InBev did it. They came in and merged with the All American brewery, amidst the beating of breasts and rending of garments from St Louis loyalists. It's a fact of globalization, but it's a tough blow for a city that keeps losing household names to global mergers.
Do the household names matter? St Louis has a lot more here than the Fortune 500 headquarters. We have a stable, loyal, conservative workforce, decent housing prices and transportation, and a reasonably relaxed state and local government.
So we'll be okay, but there will be changes, and one of those changes is the local information technology staffing business. AB-MSG is the umbrella organization for all of the IT at AB. They started swallowing up smaller divisions like the brewery, the theme parks, packaging several years ago, and employed at their peak, some 500 contractors to add to their 500-700 employees. That's a lot of contractors, and the result was a vendor list of the top staffing firms in St Louis.
The problem? Working with AB is a bit like working for Walmart. They bring you a lot of revenue, but once you're in, you're terrified of losing their business, and scramble to put your best people on the account. You've heard of the 80/20 rule? 80% of your business comes from 20% of your clients? With AB, for several firms in St Louis, 80% might be a bit low. One Client shops aren't that strange in the recruiting world. When an account manager has a good client, you want to work with them as much as possible, and there was definitely a ego piece to working with AB. Contractors liked it, and so did you friends and family. Anheuser-Busch was the holy grail of employment in St. Louis. That was true for a long time for both full time employees and contractors. It wasn't just the two cases of free beer.

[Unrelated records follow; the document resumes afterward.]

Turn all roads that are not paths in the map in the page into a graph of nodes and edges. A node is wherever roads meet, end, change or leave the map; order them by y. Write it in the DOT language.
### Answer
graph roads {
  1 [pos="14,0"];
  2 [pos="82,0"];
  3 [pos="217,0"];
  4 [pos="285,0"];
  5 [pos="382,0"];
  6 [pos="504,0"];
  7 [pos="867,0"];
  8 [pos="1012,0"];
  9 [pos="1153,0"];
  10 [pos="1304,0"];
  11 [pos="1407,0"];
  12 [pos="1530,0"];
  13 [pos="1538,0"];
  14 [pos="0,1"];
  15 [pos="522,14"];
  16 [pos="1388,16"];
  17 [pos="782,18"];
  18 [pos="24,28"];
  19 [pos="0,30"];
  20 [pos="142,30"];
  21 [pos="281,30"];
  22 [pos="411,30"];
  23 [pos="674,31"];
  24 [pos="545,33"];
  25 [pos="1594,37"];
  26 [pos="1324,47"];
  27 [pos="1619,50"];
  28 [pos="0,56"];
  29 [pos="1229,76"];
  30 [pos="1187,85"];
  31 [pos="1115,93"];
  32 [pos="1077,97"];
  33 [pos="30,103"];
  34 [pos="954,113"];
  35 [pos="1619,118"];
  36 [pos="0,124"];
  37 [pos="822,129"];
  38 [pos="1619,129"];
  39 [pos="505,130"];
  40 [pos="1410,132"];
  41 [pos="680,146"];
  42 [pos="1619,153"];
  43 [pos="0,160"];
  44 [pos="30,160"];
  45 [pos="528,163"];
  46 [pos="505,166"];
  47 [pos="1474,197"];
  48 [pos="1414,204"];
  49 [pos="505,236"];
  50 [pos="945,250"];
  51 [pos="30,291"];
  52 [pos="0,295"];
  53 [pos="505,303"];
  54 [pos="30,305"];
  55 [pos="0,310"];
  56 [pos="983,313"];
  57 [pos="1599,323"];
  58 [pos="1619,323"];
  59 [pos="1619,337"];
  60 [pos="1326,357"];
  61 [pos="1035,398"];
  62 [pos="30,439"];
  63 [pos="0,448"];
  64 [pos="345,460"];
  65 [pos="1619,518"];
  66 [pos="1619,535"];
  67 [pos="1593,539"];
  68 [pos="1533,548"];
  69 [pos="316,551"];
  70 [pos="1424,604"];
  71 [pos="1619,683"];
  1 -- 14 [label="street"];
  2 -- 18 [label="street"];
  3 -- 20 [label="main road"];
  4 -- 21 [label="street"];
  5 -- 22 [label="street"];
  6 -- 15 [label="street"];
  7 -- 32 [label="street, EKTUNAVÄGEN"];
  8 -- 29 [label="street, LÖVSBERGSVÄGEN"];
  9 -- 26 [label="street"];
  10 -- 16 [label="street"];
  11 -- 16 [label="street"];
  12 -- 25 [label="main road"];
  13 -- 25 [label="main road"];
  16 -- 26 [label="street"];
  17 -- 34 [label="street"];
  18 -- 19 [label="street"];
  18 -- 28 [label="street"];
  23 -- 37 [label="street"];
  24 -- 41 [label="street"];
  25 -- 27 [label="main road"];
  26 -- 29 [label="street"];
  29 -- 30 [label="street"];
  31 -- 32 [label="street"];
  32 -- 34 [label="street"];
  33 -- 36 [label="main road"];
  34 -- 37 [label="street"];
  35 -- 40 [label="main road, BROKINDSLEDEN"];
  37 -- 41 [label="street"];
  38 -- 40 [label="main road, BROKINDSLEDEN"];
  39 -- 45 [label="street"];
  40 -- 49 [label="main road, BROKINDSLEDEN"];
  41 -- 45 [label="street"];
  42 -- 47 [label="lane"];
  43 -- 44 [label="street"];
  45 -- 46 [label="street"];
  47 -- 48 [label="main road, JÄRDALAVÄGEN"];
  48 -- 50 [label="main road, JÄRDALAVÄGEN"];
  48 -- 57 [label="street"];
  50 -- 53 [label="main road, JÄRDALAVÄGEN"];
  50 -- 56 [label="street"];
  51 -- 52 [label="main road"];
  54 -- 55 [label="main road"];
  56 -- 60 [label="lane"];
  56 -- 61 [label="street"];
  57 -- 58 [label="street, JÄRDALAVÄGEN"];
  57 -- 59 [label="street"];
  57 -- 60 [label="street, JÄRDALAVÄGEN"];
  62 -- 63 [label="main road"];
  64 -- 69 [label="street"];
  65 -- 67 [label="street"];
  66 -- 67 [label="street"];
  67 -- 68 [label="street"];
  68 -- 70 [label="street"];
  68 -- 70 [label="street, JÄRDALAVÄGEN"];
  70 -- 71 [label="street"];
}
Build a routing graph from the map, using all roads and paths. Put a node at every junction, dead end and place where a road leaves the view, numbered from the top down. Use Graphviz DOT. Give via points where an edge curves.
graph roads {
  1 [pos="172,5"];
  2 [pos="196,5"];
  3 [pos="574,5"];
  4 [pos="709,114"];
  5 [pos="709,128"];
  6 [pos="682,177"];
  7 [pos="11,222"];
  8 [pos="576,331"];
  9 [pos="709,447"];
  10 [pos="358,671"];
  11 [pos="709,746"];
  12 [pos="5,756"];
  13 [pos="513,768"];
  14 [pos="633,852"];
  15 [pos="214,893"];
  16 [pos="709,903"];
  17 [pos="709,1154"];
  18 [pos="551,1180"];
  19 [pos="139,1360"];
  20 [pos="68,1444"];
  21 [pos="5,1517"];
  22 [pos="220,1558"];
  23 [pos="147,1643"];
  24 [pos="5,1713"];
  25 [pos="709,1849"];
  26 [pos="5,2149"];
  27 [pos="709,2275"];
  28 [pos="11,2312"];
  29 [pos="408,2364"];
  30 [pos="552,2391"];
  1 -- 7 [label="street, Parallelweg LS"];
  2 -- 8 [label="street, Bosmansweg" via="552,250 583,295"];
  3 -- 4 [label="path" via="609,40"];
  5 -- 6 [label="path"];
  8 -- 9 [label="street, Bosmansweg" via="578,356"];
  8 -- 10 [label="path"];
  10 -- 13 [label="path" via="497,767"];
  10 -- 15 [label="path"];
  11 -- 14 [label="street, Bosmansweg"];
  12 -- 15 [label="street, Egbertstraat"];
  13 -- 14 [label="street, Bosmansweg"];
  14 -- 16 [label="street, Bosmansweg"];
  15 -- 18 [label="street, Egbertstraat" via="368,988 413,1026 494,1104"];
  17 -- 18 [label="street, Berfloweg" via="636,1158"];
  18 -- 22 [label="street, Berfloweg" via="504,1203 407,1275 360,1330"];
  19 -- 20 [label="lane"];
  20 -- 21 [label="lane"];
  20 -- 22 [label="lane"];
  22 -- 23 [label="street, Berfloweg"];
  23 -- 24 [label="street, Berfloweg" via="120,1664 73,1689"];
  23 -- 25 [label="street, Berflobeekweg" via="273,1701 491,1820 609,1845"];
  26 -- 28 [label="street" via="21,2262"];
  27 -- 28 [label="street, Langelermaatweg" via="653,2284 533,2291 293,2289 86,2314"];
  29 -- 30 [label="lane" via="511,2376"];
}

So what happens now? Patrick Thibodeau of Computer World writes about the possible impact of the merger.
The future for Anheuser-Busch's IT may be in outsourcing. In 2005, InBev outsourced its IT functions, including its data center, to IBM and its global communications infrastructure to BT Global Services. More than 160 InBev IT employees were transferred to IBM. InBev followed that move a year later with further consolidations as it moved to shared services.
InBev's decision three years ago to outsource its IT department fits with a general trend of companies deploying IT outsourcing to help prepare for mergers and acquisitions, said Linda Cohen, an analyst at Gartner Inc. "It just makes the deal easier," she said. And unless an acquiring company is experiencing problems with its current outsourcing relationship, merging firms will often extend their outsourcing arrangements to the acquisition. "Once you start outsourcing, you tend to do more of it," she said.
InBev likes to use managed outsourcing, which could mean IBM, Accenture, EDS, or another company coming in and running the show. Anyone who has been through a merger like that knows it doesn't work out for the staffing firm. Margins have to be squeezed to accomodate the new managed service, and when margins are tight (which they are), the only recourse is to cut the contractor or drop off the vendor list.
Either way, attrition begins to eat away at your workforce. Branch managers and owners may take the profit hit to keep contractors working, but they're not going to make new placements for IBM rates. When I was inside, I avoided certain companies like the plague. At a certain point, the margins on high volume companies just aren't worth it.
Motorola, SBC, IBM, Sara Lee - profitable account managers at staffing firms knew to stay away from these accounts because they were just too hard to work. Low rates, no manager response, and those dreaded rebates made it not worth your time to make placements.
Will AB go this route? It's too early to tell, but staffing firms, already hurting for new business in a tight economy, need to take a look at their client mix. If AB is 50% or more of your business, you need to go out and start knocking on doors.
On the other hand, if you don't work with AB - now is the time to start advertising the fact. Non-compete clauses prevent many staffing firms from raiding AB technical people. For those who were never, lucky? enough to get on the list, now may be the golden opportunity.
One thing to be careful of, is the denial factor in the candidate. We saw this in the aerospace recession in the early 90's. Many employees never quite come around to believing that the gravy train is over. They've had it so good, for so long, that they won't commit to something new in the hope that some miracle changes the environment. As a recruiter, be on the lookout for those who want to kick tires, but won't cut the cord. St Louis has a lot of talented people, and the influx in the last decade of late 20's and early 30's talent returning from the coasts gives you a lot to choose from. I believe this will actually be good for the St Louis economy. AB employees and executives are famous for having side businesses. For those with the moxie, the opportunity to go out and start new businesses will be great for the region.
Expect a lot of new startups and new entry into the St Louis markets from established firms. We're seeing this with companies like Matrix and S3 - expect to see a lot more.